Po chwili poczułam wibracje przy moim
prawym udzie. Telefon. Odszukałam go szybko i odebrałam nawet nie patrząc kto
dzwoni.
- Halo? – spytałam.
- Ali! – Od razu rozpoznałam kto
dzwoni. Wszędzie rozpoznam ten piskliwy głosik mojej przyjaciółki.
- Jess. – powiedziałam normalnie bez
żadnego entuzjazmu, dzwoni do mnie codziennie wiec to dla mnie normalne ze
dzwoni tez teraz.
- Dzisiaj jest domówka u Colina,
piszesz się? – Colin to kapitan drużyny koszykarskiej, jest bogaty i popularny.
Każda dziewczyna na niego leci, jest bardzo przystojny, ale w porównaniu do
innych sportowców ma coś w głowie, i nie bzyka każdej napalonej na niego dziewczyny.
- Nie wiem czy moi rodzice się
zgodzą, wiesz jacy oni są. – Moi rodzice byli nadopiekuńczy. Kontrolowali mnie
bez przerwy, rzadko kiedy mogłam wyjść z domu się rozerwać. Strasznie zwracają
uwagę na swoją ‘reputacje’, przez co mnie wkurzają. Kogo obchodzi opinia innych?
- Poproś ich. Ali, ty nigdzie prawie
nie wychodzisz. Musisz sie chociaż raz porządnie zabawić. Musisz korzystać z
tego ze jesteś młoda, niekoniecznie mówię tu o pójściu z kimś do łóżka, ale
musisz się zabawić. – ona ma racje. Mam 17 lat, a jestem traktowana jak
dwunastolatka.
- Dobra, po proszę ich i dam ci potem
znać, cześć. – rozłączyłam się, i rzucałam telefon na koniec lóżka. Oczywiście
musiał z niego zlecieć.
- Oh cudownie. – powiedziałam sama do
siebie. Ostatnio gadanie do siebie zdarza mi się coraz częściej. Dziwne.
Zebrałam telefon z ziemi, i odłożyłam go na szafkę obok łóżka. Odszukałam swoje
kapcie, i wsunęłam je na nogi. Wyszłam z pokoju i kierowałam się w stronę
schodów. Mam nadzieje ze się zgodzą. Chce chociaż raz czuć się jak na nastolatkę
przystało.
Nim się zorientowałam zeszłam już ze schodów.

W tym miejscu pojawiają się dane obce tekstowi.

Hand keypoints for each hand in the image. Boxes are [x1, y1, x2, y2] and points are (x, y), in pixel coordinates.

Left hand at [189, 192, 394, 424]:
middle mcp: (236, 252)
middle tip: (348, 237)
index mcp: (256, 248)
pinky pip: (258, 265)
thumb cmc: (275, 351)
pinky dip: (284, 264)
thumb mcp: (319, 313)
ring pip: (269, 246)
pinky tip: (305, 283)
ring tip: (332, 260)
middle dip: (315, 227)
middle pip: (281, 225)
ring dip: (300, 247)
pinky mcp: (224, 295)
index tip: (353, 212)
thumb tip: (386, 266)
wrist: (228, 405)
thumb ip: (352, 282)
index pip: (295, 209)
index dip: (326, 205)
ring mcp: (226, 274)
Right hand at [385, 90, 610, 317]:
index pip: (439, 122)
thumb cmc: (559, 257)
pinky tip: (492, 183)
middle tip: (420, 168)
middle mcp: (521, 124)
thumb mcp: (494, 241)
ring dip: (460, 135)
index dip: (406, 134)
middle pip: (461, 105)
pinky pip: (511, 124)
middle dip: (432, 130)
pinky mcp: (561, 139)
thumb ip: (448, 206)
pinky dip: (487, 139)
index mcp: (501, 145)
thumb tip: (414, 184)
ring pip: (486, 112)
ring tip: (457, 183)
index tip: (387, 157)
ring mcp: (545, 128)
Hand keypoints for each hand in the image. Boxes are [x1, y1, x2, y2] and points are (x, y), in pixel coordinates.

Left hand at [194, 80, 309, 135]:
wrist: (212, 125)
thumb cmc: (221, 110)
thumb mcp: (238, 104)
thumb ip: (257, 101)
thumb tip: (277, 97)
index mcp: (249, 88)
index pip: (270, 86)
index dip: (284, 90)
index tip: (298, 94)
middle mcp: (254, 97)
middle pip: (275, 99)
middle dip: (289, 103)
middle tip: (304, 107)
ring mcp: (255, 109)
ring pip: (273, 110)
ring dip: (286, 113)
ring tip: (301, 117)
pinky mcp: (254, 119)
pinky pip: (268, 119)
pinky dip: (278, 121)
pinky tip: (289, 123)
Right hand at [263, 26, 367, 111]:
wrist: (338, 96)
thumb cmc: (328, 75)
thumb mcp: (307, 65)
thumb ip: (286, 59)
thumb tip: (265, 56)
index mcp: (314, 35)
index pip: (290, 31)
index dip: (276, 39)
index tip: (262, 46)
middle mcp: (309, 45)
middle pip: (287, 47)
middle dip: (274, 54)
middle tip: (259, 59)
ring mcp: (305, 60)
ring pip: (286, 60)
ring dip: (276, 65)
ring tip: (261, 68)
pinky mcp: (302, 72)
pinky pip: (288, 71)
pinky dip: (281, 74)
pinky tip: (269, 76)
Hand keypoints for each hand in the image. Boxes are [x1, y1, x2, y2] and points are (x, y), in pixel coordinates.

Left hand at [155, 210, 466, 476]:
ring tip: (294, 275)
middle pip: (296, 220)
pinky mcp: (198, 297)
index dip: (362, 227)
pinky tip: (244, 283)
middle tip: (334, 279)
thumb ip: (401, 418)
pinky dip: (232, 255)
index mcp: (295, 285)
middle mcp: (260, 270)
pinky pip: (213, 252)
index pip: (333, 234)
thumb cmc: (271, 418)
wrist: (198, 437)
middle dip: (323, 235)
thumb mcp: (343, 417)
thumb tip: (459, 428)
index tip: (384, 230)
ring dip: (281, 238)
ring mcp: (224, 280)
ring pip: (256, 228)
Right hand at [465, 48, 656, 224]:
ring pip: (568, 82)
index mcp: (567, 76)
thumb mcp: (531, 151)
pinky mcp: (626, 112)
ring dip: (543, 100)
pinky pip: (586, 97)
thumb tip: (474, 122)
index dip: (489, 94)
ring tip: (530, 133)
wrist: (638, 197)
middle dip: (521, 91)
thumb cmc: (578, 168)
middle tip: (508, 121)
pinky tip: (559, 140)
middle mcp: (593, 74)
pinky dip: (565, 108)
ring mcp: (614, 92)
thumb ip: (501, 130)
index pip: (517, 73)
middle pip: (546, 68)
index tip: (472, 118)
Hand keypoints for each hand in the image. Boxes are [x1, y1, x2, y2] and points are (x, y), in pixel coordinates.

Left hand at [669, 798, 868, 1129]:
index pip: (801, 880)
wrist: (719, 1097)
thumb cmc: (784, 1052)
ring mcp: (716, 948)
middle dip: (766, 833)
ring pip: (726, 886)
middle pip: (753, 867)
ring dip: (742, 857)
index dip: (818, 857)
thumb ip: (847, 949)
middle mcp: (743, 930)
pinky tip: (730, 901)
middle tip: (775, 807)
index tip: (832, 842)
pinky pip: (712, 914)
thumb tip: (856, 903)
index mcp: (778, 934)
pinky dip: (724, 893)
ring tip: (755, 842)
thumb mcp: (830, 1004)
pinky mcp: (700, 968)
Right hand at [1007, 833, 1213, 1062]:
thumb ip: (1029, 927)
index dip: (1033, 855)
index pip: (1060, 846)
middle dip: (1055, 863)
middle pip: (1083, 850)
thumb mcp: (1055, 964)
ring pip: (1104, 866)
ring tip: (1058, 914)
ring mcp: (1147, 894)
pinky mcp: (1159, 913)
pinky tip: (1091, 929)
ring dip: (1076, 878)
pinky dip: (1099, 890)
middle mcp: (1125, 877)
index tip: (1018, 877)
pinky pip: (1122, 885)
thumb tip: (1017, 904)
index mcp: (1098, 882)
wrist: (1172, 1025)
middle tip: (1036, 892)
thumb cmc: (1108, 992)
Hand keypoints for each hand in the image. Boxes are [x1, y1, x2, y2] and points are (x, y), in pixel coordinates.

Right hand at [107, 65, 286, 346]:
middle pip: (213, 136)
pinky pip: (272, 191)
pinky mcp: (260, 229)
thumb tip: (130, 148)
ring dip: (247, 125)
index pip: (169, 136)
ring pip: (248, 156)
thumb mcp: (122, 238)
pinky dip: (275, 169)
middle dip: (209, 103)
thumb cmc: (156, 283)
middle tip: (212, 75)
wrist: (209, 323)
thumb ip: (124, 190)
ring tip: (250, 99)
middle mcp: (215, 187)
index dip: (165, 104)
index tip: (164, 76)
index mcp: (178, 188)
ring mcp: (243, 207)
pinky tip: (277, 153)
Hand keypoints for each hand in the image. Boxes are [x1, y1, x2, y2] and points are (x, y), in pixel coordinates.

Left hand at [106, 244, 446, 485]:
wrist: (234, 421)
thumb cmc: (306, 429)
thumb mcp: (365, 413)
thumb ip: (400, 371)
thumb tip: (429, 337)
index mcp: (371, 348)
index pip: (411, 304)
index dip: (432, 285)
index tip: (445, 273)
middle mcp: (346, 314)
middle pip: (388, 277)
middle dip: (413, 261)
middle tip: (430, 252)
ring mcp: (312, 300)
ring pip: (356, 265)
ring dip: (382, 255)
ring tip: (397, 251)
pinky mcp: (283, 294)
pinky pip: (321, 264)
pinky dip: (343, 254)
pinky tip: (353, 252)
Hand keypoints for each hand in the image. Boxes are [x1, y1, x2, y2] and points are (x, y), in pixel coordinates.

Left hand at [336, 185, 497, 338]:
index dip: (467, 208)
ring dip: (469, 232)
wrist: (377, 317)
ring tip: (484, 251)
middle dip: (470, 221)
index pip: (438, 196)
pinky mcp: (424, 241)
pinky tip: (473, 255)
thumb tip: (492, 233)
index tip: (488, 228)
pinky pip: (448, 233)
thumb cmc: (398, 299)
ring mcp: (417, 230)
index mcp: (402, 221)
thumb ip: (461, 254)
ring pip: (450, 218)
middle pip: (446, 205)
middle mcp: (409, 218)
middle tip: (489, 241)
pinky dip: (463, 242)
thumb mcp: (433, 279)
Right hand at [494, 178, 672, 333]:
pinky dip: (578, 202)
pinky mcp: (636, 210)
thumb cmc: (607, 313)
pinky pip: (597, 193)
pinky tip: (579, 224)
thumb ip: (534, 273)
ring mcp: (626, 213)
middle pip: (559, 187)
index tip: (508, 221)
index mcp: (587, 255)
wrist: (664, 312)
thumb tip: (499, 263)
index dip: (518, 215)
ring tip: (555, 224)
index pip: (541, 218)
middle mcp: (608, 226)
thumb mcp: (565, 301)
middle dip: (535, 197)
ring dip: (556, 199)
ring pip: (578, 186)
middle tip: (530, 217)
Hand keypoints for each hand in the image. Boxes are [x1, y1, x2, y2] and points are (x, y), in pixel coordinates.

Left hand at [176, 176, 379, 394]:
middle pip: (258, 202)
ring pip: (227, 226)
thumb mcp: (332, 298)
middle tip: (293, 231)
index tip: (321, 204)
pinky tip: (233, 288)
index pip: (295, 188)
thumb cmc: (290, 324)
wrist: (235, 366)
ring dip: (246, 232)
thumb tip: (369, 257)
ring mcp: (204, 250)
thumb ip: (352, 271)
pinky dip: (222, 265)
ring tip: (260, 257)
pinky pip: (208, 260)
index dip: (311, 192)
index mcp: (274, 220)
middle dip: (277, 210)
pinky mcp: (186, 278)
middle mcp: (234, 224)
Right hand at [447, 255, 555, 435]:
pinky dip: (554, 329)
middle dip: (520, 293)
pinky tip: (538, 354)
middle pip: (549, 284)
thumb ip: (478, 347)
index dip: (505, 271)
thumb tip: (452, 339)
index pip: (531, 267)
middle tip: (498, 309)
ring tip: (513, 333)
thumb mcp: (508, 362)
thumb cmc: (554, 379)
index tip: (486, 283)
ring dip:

Zauważyłam ze mama była w kuchni a tata najprawdopodobniej w pracy bo nigdzie
go nie było. Usiadłam na krześle obok mamy. Momentalnie przygryzłam wargę. Zawsze
to robie gdy się stresuje.
- Mamo mam do ciebie pytanie. –
powiedziałam nieśmiało, patrząc w swoje ręce które wydawały się bardzo
interesujące.
- Słucham cie córeczko. – uśmiechnęła
się do mnie przyjaźnie.
- No bo wiesz, Jessica dzwoniła do
mnie i spytała mnie czy mogłabym pójść na dzisiejszą imprezę u Colina. –
nerwowo bawiłam się palcami, i coraz mocniej przygryzłam wargę. O mój boże,
zaraz się zesram.
- No nie wiem Alison. – powiedziała
moja mama lekko kręcąc głową.
- Ale mamo, ja nigdy nigdzie nie wychodzę,
cały czas się uczę. pozwól zabawić mi się chociaż ten jeden raz. – powiedziałam
błagalnie. Tak bardzo zależało mi na tej imprezie, nawet sama nie wiem dlaczego.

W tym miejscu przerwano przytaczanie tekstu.